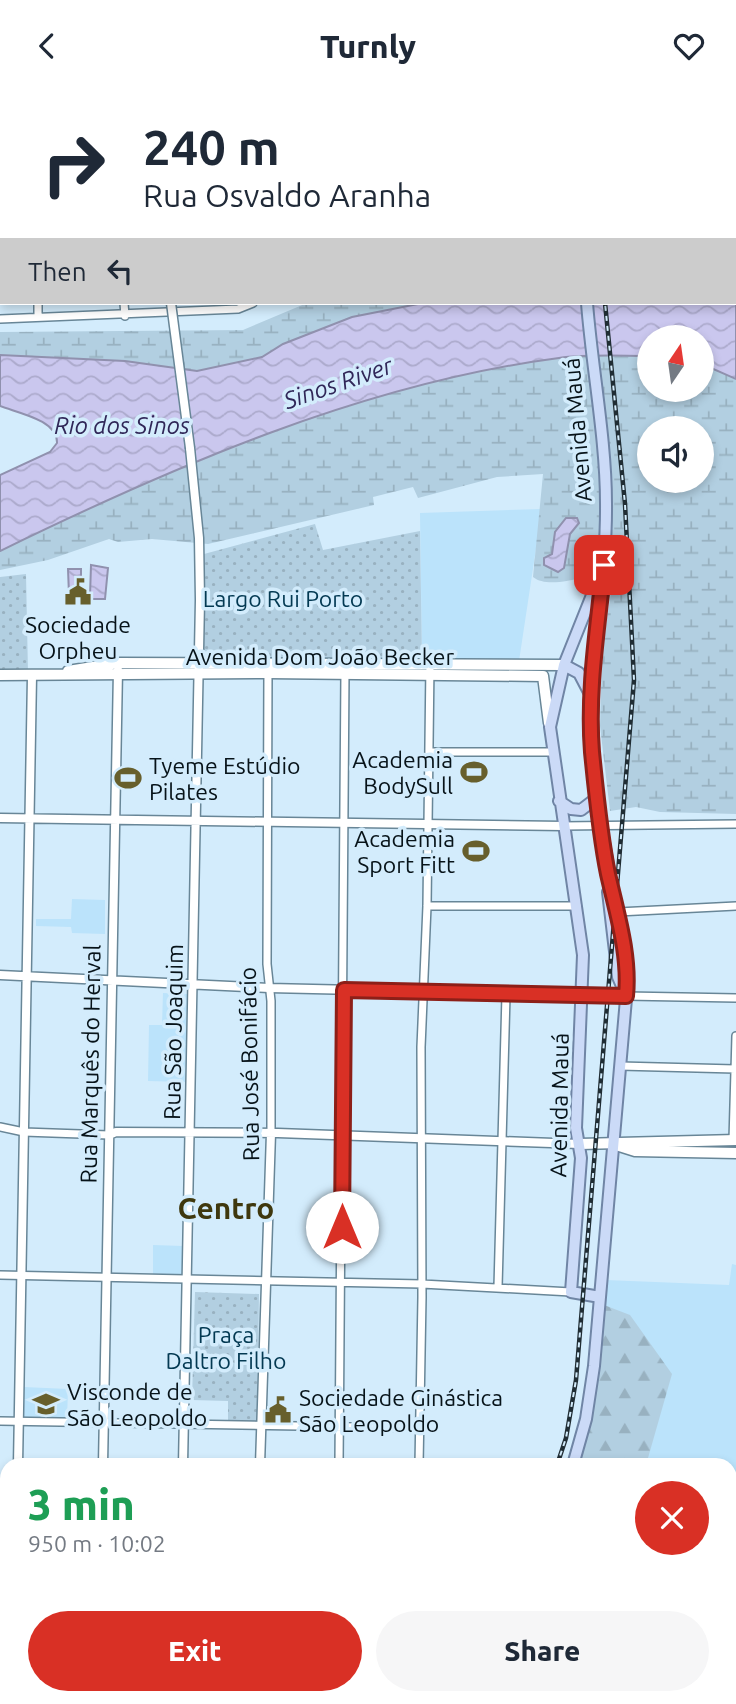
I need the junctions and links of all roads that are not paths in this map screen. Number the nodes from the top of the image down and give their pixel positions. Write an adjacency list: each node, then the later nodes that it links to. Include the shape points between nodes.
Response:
1 (38, 305): 6 (street)
2 (124, 305): 7 (street)
3 (171, 305): 14 (street, Rua São Joaquim, bridge, via 195,493)
4 (248, 305): 7 (street)
5 (587, 305): 9 (main road, Avenida Mauá, via 607,501)
6 (38, 316): 7 (street); 8 (street)
7 (125, 316)
8 (0, 319)
9 (604, 565): 12 (main road, Avenida Mauá); 21 (main road, Avenida Mauá)
10 (118, 663): 14 (main road, Avenida Dom João Becker); 17 (street, Rua Marquês do Herval); 20 (main road, Avenida Dom João Becker)
11 (430, 663): 12 (main road, Avenida Dom João Becker); 15 (main road, Avenida Dom João Becker); 18 (street)
12 (564, 665): 21 (main road, via 579,673); 22 (main road, Avenida Mauá)
13 (268, 668): 14 (main road, Avenida Dom João Becker); 15 (main road, Avenida Dom João Becker); 31 (street, Rua José Bonifácio)
14 (198, 669): 17 (main road, Avenida Dom João Becker); 30 (street, Rua São Joaquim)
15 (345, 669): 18 (main road, Avenida Dom João Becker); 32 (street)
16 (0, 675): 19 (main road, Avenida Dom João Becker)
17 (118, 675): 20 (main road, Avenida Dom João Becker); 29 (street, Rua Marquês do Herval)
18 (430, 675): 22 (main road, Avenida Dom João Becker, via 545,677); 23 (street)
19 (33, 676): 20 (main road, Avenida Dom João Becker); 28 (street)
20 (45, 676)
21 (591, 697): 25 (main road, Avenida Mauá)
22 (550, 727): 24 (main road, Avenida Mauá)
23 (429, 752): 24 (street); 33 (street)
24 (551, 752): 26 (main road, Avenida Mauá)
25 (598, 797): 26 (main road, via 581,810); 36 (main road, Avenida Mauá)
26 (559, 801): 35 (main road, Avenida Mauá)
27 (0, 818): 28 (street)
28 (30, 818): 29 (street); 43 (street)
29 (114, 819): 30 (street); 44 (street, Rua Marquês do Herval)
30 (194, 820): 31 (street); 45 (street, Rua São Joaquim)
31 (268, 821): 32 (street); 46 (street, Rua José Bonifácio)
32 (344, 822): 33 (street); 47 (street)
33 (429, 824): 35 (street); 39 (street)
34 (736, 824): 36 (street)
35 (563, 827): 36 (street); 40 (main road, Avenida Mauá)
36 (602, 828): 37 (main road, Avenida Mauá)
37 (608, 873): 41 (main road, Avenida Mauá); 51 (main road, Avenida Mauá, via 612,939)
38 (736, 905): 41 (street)
39 (428, 906): 40 (street); 48 (street)
40 (578, 906): 50 (main road, Avenida Mauá)
41 (618, 912): 51 (main road, Avenida Mauá, via 628,976)
42 (0, 975): 43 (street)
43 (27, 977): 44 (street); 57 (street)
44 (110, 981): 45 (street); 60 (street, Rua Marquês do Herval)
45 (193, 985): 46 (street); 58 (street, Rua São Joaquim)
46 (269, 988): 47 (street); 59 (street, Rua José Bonifácio)
47 (344, 990): 48 (street); 61 (street)
48 (423, 992): 49 (street); 62 (street)
49 (506, 995): 50 (street); 63 (street)
50 (583, 996): 51 (street); 65 (main road, Avenida Mauá, via 576,1128)
51 (626, 996): 52 (street); 54 (main road, Avenida Mauá)
52 (736, 998)
53 (736, 1036): 55 (street)
54 (621, 1066): 55 (street); 66 (main road, Avenida Mauá)
55 (735, 1069): 64 (street)
56 (0, 1127): 57 (street)
57 (24, 1132): 60 (street); 69 (street)
58 (191, 1133): 59 (street); 60 (street); 71 (street, Rua São Joaquim)
59 (271, 1133): 61 (street); 72 (street, Rua José Bonifácio)
60 (109, 1135): 70 (street, Rua Marquês do Herval)
61 (342, 1135): 62 (street); 73 (street)
62 (421, 1137): 63 (street); 74 (street)
63 (504, 1139): 65 (street); 75 (street)
64 (735, 1140): 66 (main road, via 636,1140)
65 (580, 1143): 66 (main road); 76 (main road, Avenida Mauá)
66 (615, 1145): 67 (main road, via 635,1151); 77 (main road, Avenida Mauá)
67 (736, 1153)
68 (0, 1275): 69 (street)
69 (20, 1275): 70 (street); 79 (street)
70 (107, 1278): 71 (street); 80 (street, Rua Marquês do Herval)
71 (186, 1279): 72 (street); 81 (street, Rua São Joaquim)
72 (266, 1281): 73 (street); 82 (street, Rua José Bonifácio)
73 (342, 1282): 74 (street); 83 (street)
74 (422, 1284): 75 (street); 84 (street)
75 (498, 1287): 76 (street)
76 (571, 1292): 77 (main road)
77 (600, 1297): 91 (main road, Avenida Mauá, via 586,1419)
78 (0, 1421): 79 (street)
79 (18, 1421): 80 (street); 85 (street)
80 (104, 1422): 81 (street); 86 (street, Rua Marquês do Herval)
81 (183, 1425): 82 (street); 87 (street, Rua São Joaquim)
82 (260, 1427): 83 (street); 88 (street, Rua José Bonifácio)
83 (339, 1428): 84 (street); 89 (street)
84 (419, 1428): 90 (street)
85 (18, 1458)
86 (103, 1458)
87 (183, 1458)
88 (260, 1458)
89 (339, 1458)
90 (419, 1458)
91 (575, 1458)

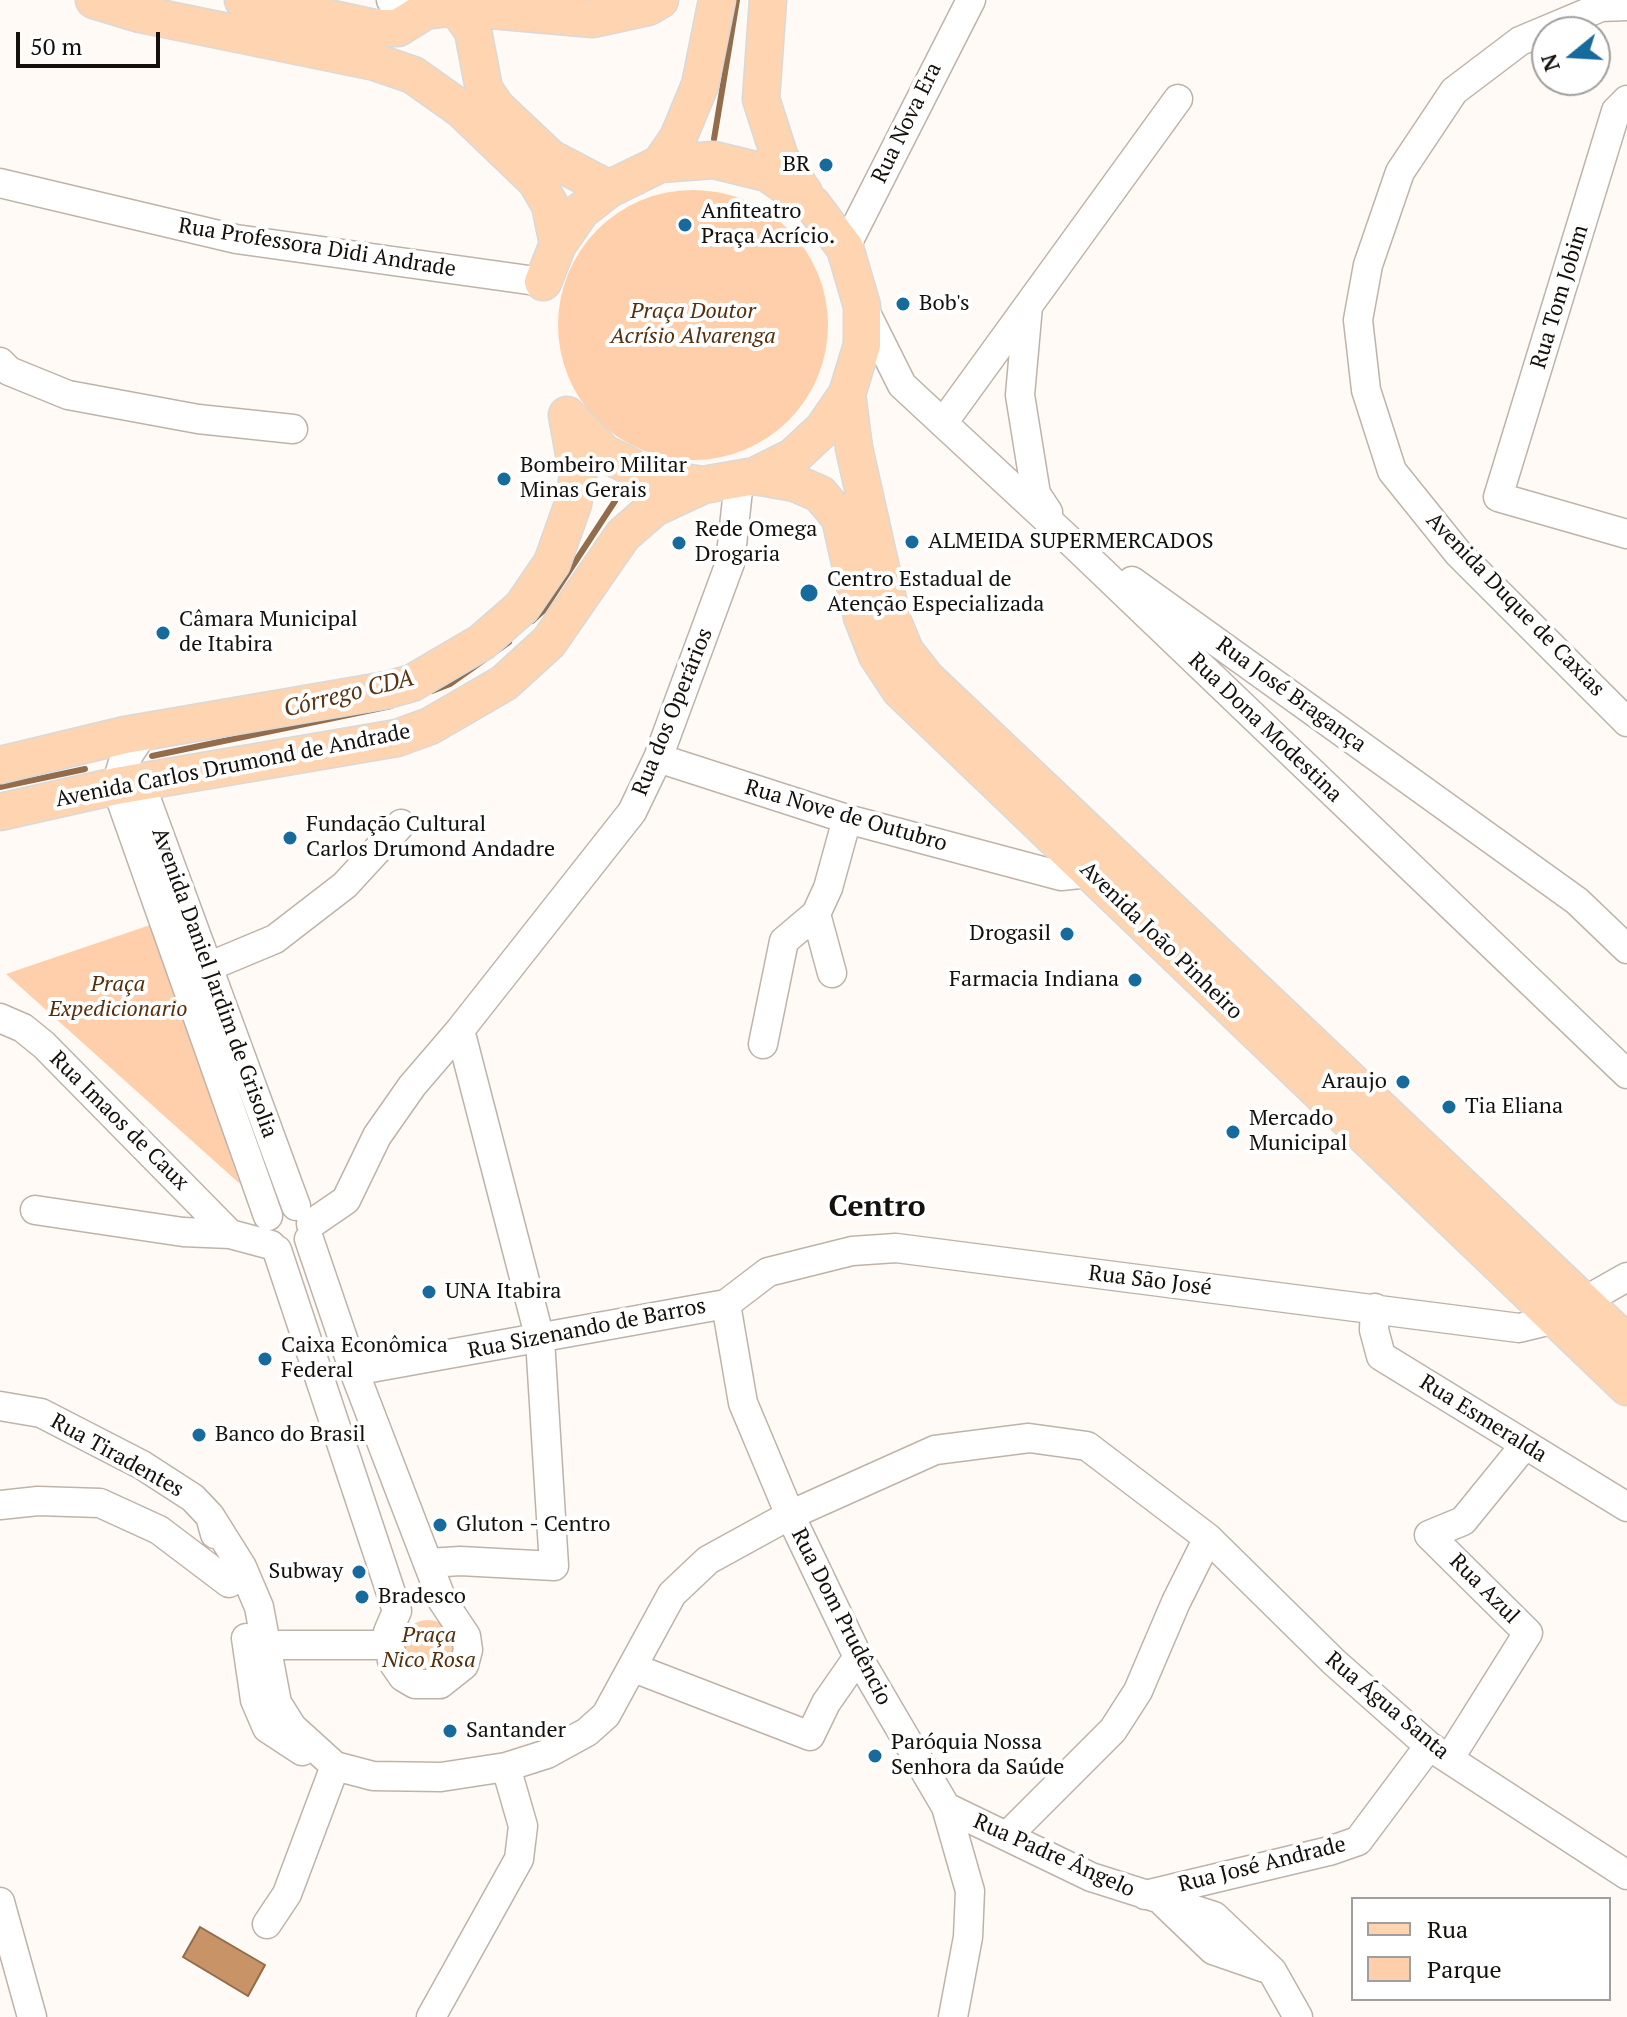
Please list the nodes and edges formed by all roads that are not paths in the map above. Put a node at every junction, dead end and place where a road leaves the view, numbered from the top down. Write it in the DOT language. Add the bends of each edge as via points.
graph roads {
  1 [pos="94,0"];
  2 [pos="243,0"];
  3 [pos="660,0"];
  4 [pos="717,0"];
  5 [pos="768,0"];
  6 [pos="971,0"];
  7 [pos="1627,6"];
  8 [pos="414,11"];
  9 [pos="413,75"];
  10 [pos="1178,99"];
  11 [pos="1627,100"];
  12 [pos="660,164"];
  13 [pos="0,183"];
  14 [pos="609,189"];
  15 [pos="812,204"];
  16 [pos="558,244"];
  17 [pos="845,248"];
  18 [pos="543,282"];
  19 [pos="862,306"];
  20 [pos="1028,306"];
  21 [pos="0,362"];
  22 [pos="902,385"];
  23 [pos="849,389"];
  24 [pos="943,423"];
  25 [pos="293,429"];
  26 [pos="747,478"];
  27 [pos="703,485"];
  28 [pos="1627,534"];
  29 [pos="1067,538"];
  30 [pos="1324,720"];
  31 [pos="1627,722"];
  32 [pos="1285,748"];
  33 [pos="658,758"];
  34 [pos="0,765"];
  35 [pos="119,769"];
  36 [pos="0,812"];
  37 [pos="1035,818"];
  38 [pos="847,819"];
  39 [pos="401,824"];
  40 [pos="1036,868"];
  41 [pos="1089,873"];
  42 [pos="816,914"];
  43 [pos="1627,949"];
  44 [pos="208,967"];
  45 [pos="832,973"];
  46 [pos="0,1018"];
  47 [pos="460,1030"];
  48 [pos="763,1044"];
  49 [pos="1627,1074"];
  50 [pos="193,1197"];
  51 [pos="35,1210"];
  52 [pos="305,1223"];
  53 [pos="183,1232"];
  54 [pos="230,1234"];
  55 [pos="270,1234"];
  56 [pos="1627,1277"];
  57 [pos="726,1304"];
  58 [pos="1375,1308"];
  59 [pos="1568,1311"];
  60 [pos="540,1339"];
  61 [pos="309,1342"];
  62 [pos="1627,1343"];
  63 [pos="354,1371"];
  64 [pos="1627,1387"];
  65 [pos="0,1406"];
  66 [pos="1524,1446"];
  67 [pos="0,1505"];
  68 [pos="1627,1507"];
  69 [pos="790,1515"];
  70 [pos="210,1516"];
  71 [pos="1208,1538"];
  72 [pos="429,1563"];
  73 [pos="229,1583"];
  74 [pos="265,1645"];
  75 [pos="388,1645"];
  76 [pos="858,1657"];
  77 [pos="634,1668"];
  78 [pos="1439,1753"];
  79 [pos="318,1757"];
  80 [pos="506,1767"];
  81 [pos="946,1807"];
  82 [pos="1007,1836"];
  83 [pos="1627,1875"];
  84 [pos="1154,1899"];
  85 [pos="0,1902"];
  86 [pos="267,1924"];
  87 [pos="1229,1926"];
  88 [pos="1213,1950"];
  89 [pos="1272,1971"];
  90 [pos="32,2017"];
  91 [pos="431,2017"];
  92 [pos="953,2017"];
  93 [pos="1298,2017"];
  1 -- 9 [label="main road"];
  2 -- 8 [label="main road" via="375,28"];
  3 -- 8 [label="main road" via="593,19"];
  4 -- 12 [label="main road" via="700,85 678,138"];
  5 -- 15 [label="main road" via="761,99 780,158"];
  6 -- 17 [label="street, Rua Nova Era"];
  7 -- 31 [label="street, Avenida Duque de Caxias" via="1601,7 1520,41 1454,91 1400,172 1368,265 1358,320 1366,390 1392,471 1458,553"];
  8 -- 9 [label="main road"];
  8 -- 14 [label="main road" via="473,31 484,89 496,107 550,158"];
  9 -- 16 [label="main road" via="461,109 536,181 550,205"];
  10 -- 20 [label="street"];
  11 -- 28 [label="street, Rua Tom Jobim" via="1616,111 1498,497"];
  12 -- 14 [label="main road"];
  12 -- 15 [label="main road" via="714,160 767,173"];
  13 -- 18 [label="street, Rua Professora Didi Andrade" via="236,239"];
  14 -- 16 [label="main road" via="581,211"];
  15 -- 17 [label="main road"];
  16 -- 18 [label="main road"];
  17 -- 19 [label="main road"];
  19 -- 22 [label="street, Rua Dona Modestina"];
  19 -- 23 [label="main road" via="862,345"];
  20 -- 24 [label="street"];
  20 -- 29 [label="street, Rua José Bragança" via="1020,395 1036,494"];
  21 -- 25 [label="street" via="9,371 68,395 198,419"];
  22 -- 23 [label="street"];
  22 -- 24 [label="street, Rua Dona Modestina"];
  23 -- 26 [label="main road" via="823,429 793,457"];
  23 -- 59 [label="main road, Avenida João Pinheiro" via="854,448 893,622 905,651 926,678"];
  24 -- 29 [label="street, Rua Dona Modestina"];
  26 -- 27 [label="main road"];
  26 -- 33 [label="street, Rua dos Operários" via="730,563"];
  26 -- 37 [label="main road, Avenida João Pinheiro" via="795,483 820,494 840,518 862,617 877,655 900,690"];
  27 -- 35 [label="main road, Avenida Carlos Drumond de Andrade" via="654,508 623,535 549,642 504,683 430,726 397,738"];
  27 -- 35 [label="main road, Avenida Carlos Drumond de Andrade" via="651,477 604,453 567,415 578,476 552,563 522,607 482,642 412,683 387,690 143,733"];
  29 -- 30 [label="street, Rua José Bragança"];
  29 -- 32 [label="street, Rua Dona Modestina"];
  30 -- 32 [label="street"];
  30 -- 43 [label="street, Rua José Bragança" via="1577,901"];
  32 -- 49 [label="street, Rua Dona Modestina"];
  33 -- 38 [label="street, Rua Nove de Outubro"];
  33 -- 47 [label="street, Rua dos Operários" via="632,812"];
  34 -- 35 [label="main road, Avenida Carlos Drumond de Andrade"];
  35 -- 36 [label="main road, Avenida Carlos Drumond de Andrade"];
  35 -- 44 [label="street, Avenida Daniel Jardim de Grisolia"];
  35 -- 55 [label="street, Avenida Daniel Jardim de Grisolia"];
  37 -- 40 [label="street"];
  37 -- 41 [label="main road, Avenida João Pinheiro"];
  38 -- 40 [label="street, Rua Nove de Outubro"];
  38 -- 42 [label="street"];
  39 -- 44 [label="street" via="345,885 275,939"];
  40 -- 41 [label="street, Rua Nove de Outubro" via="1061,876"];
  41 -- 59 [label="main road, Avenida João Pinheiro"];
  42 -- 45 [label="street"];
  42 -- 48 [label="street" via="784,941"];
  44 -- 52 [label="street, Avenida Daniel Jardim de Grisolia"];
  46 -- 50 [label="street, Rua Imaos de Caux" via="44,1045"];
  47 -- 52 [label="street, Rua dos Operários" via="386,1123 346,1200"];
  47 -- 60 [label="street"];
  50 -- 53 [label="street" via="193,1216"];
  50 -- 54 [label="street, Rua Imaos de Caux"];
  51 -- 53 [label="street"];
  52 -- 55 [label="street" via="280,1206"];
  52 -- 55 [label="street" via="298,1250"];
  52 -- 63 [label="street, Avenida Daniel Jardim de Grisolia"];
  53 -- 54 [label="street"];
  54 -- 55 [label="street"];
  55 -- 61 [label="street, Avenida Daniel Jardim de Grisolia"];
  56 -- 59 [label="street, Rua São José"];
  57 -- 58 [label="street, Rua São José" via="768,1272 852,1251 896,1248"];
  57 -- 60 [label="street, Rua Sizenando de Barros"];
  57 -- 69 [label="street, Rua Dom Prudêncio" via="743,1403"];
  58 -- 59 [label="street, Rua São José" via="1519,1328"];
  58 -- 66 [label="street, Rua Esmeralda" via="1381,1356"];
  59 -- 62 [label="main road, Avenida João Pinheiro"];
  59 -- 64 [label="main road, Avenida João Pinheiro"];
  60 -- 63 [label="street, Rua Sizenando de Barros"];
  60 -- 72 [label="street" via="554,1566"];
  61 -- 63 [label="street"];
  61 -- 75 [label="street, Avenida Daniel Jardim de Grisolia" via="397,1611"];
  63 -- 72 [label="street, Avenida Daniel Jardim de Grisolia"];
  65 -- 70 [label="street, Rua Tiradentes" via="41,1413 93,1438 193,1498"];
  66 -- 68 [label="street, Rua Esmeralda"];
  66 -- 78 [label="street, Rua Azul" via="1463,1521 1429,1535 1528,1633"];
  67 -- 73 [label="street" via="100,1503 159,1530"];
  69 -- 71 [label="street, Rua Água Santa" via="935,1450 1029,1438 1087,1446"];
  69 -- 76 [label="street, Rua Dom Prudêncio"];
  69 -- 77 [label="street, Rua Água Santa" via="708,1560 672,1594"];
  70 -- 73 [label="street"];
  70 -- 74 [label="street, Rua Tiradentes" via="242,1567 259,1607"];
  71 -- 78 [label="street, Rua Água Santa" via="1334,1662"];
  71 -- 82 [label="street" via="1138,1691 1113,1730"];
  72 -- 75 [label="street" via="442,1600 466,1636 464,1665 440,1684 415,1684 398,1669"];
  73 -- 79 [label="street" via="241,1609 255,1700 267,1728"];
  74 -- 75 [label="street"];
  74 -- 79 [label="street, Rua Tiradentes" via="277,1703"];
  76 -- 77 [label="street" via="810,1736"];
  76 -- 81 [label="street, Rua Dom Prudêncio"];
  77 -- 80 [label="street, Rua Água Santa" via="606,1715 587,1732 547,1754"];
  78 -- 83 [label="street, Rua Água Santa"];
  78 -- 84 [label="street, Rua José Andrade" via="1358,1841"];
  79 -- 80 [label="street" via="387,1777 441,1777"];
  79 -- 86 [label="street" via="287,1894"];
  80 -- 91 [label="street" via="523,1826 519,1859"];
  81 -- 82 [label="street, Rua Padre Ângelo"];
  81 -- 92 [label="street, Rua Dom Prudêncio" via="970,1891 968,1937"];
  82 -- 84 [label="street, Rua Padre Ângelo" via="1091,1877"];
  84 -- 87 [label="street, Rua Padre Ângelo" via="1196,1909"];
  84 -- 88 [label="street, Rua Padre Ângelo"];
  85 -- 90 [label="street"];
  87 -- 88 [label="street" via="1217,1927 1210,1938"];
  87 -- 89 [label="street, Rua Padre Ângelo"];
  88 -- 89 [label="street, Rua Padre Ângelo"];
  89 -- 93 [label="street, Rua Padre Ângelo"];
}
---*---
Check each line above for the word "Caux". Then state how many lines contain it, and nothing more.

> EXERCISE ANSWER: 2